FIELDEmbodiments of the present invention may pertain to various forms of neural networks from custom hardware architectures to multi-processor software implementations, and from tuned hierarchical pattern to perturbed simulated annealing training algorithms, which may be integrated in a cloud-based system.
BACKGROUNDDue to recent optimizations, neural networks may be favored as the solution for adaptive learning based recognition systems. They may be used in many applications including intelligent web browsers, drug searching, voice recognition and face recognition.
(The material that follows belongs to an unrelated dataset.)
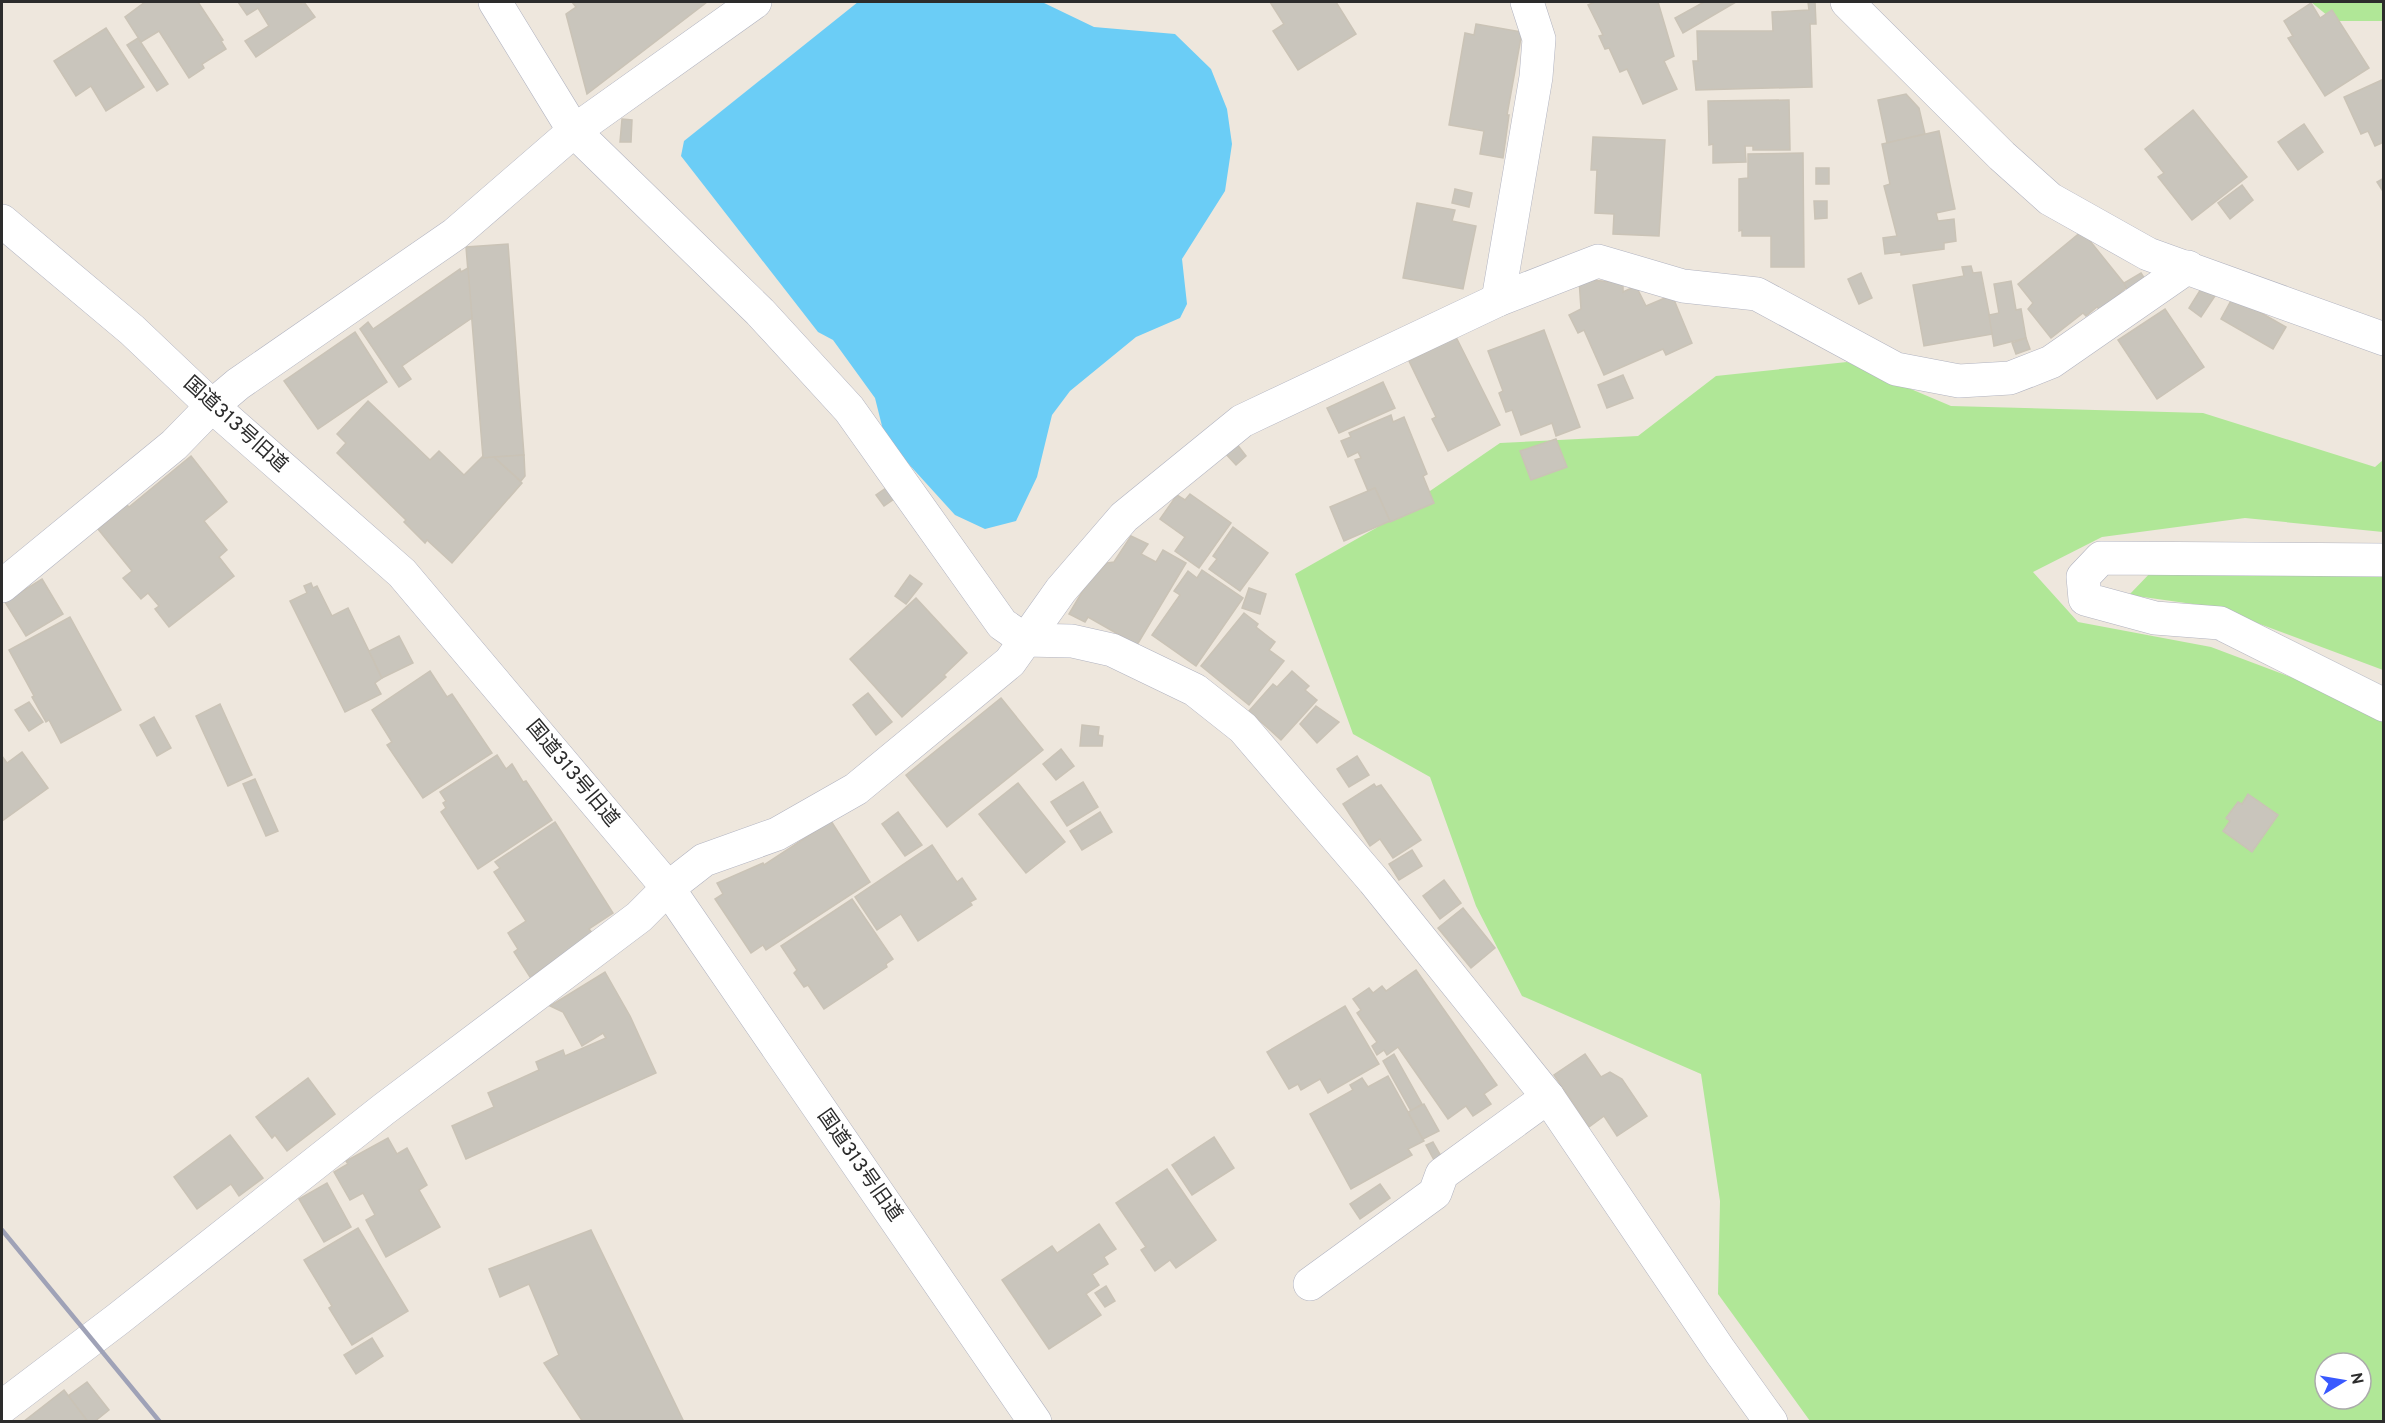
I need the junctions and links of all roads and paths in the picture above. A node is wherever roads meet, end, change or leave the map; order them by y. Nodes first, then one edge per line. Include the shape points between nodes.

While general neural networks may consist of a plurality of nodes, where each node may process a plurality of input values and produce an output according to some function of its input values, where the functions may be non-linear and the input values may be any combination of both primary inputs and outputs from other nodes, many current applications may use linear neural networks, as shown in
There have been a variety of neural network implementations in the past, including using arithmetic-logic units (ALUs) in multiple field programmable gate arrays (FPGAs), as described, e.g., by Cloutier in U.S. Pat. No. 5,892,962, granted Apr. 6, 1999, and Xu et al. in U.S. Pat. No. 8,131,659, granted Mar. 6, 2012, or using multiple networked processors, as described, e.g., by Passera et al. in U.S. Pat. No. 6,415,286, granted Jul. 2, 2002, using custom-designed wide memories and interconnects as described, e.g., by Watanabe et al. in U.S. Pat. No. 7,043,466, granted May 9, 2006, and Arthur et al. in US Published Patent Application 2014/0114893, published Apr. 24, 2014, or using a Graphic Processing Unit (GPU), as described, e.g., by Puri in U.S. Pat. No. 7,747,070, granted Jun. 29, 2010. But in each case, the implementation is tuned for a specific purpose, and yet there are many different configurations of neural networks, which may suggest a need for a more heterogeneous combination of processors, graphic processing units (GPUs) and/or specialized hardware to selectively process any specific neural network in the most efficient manner.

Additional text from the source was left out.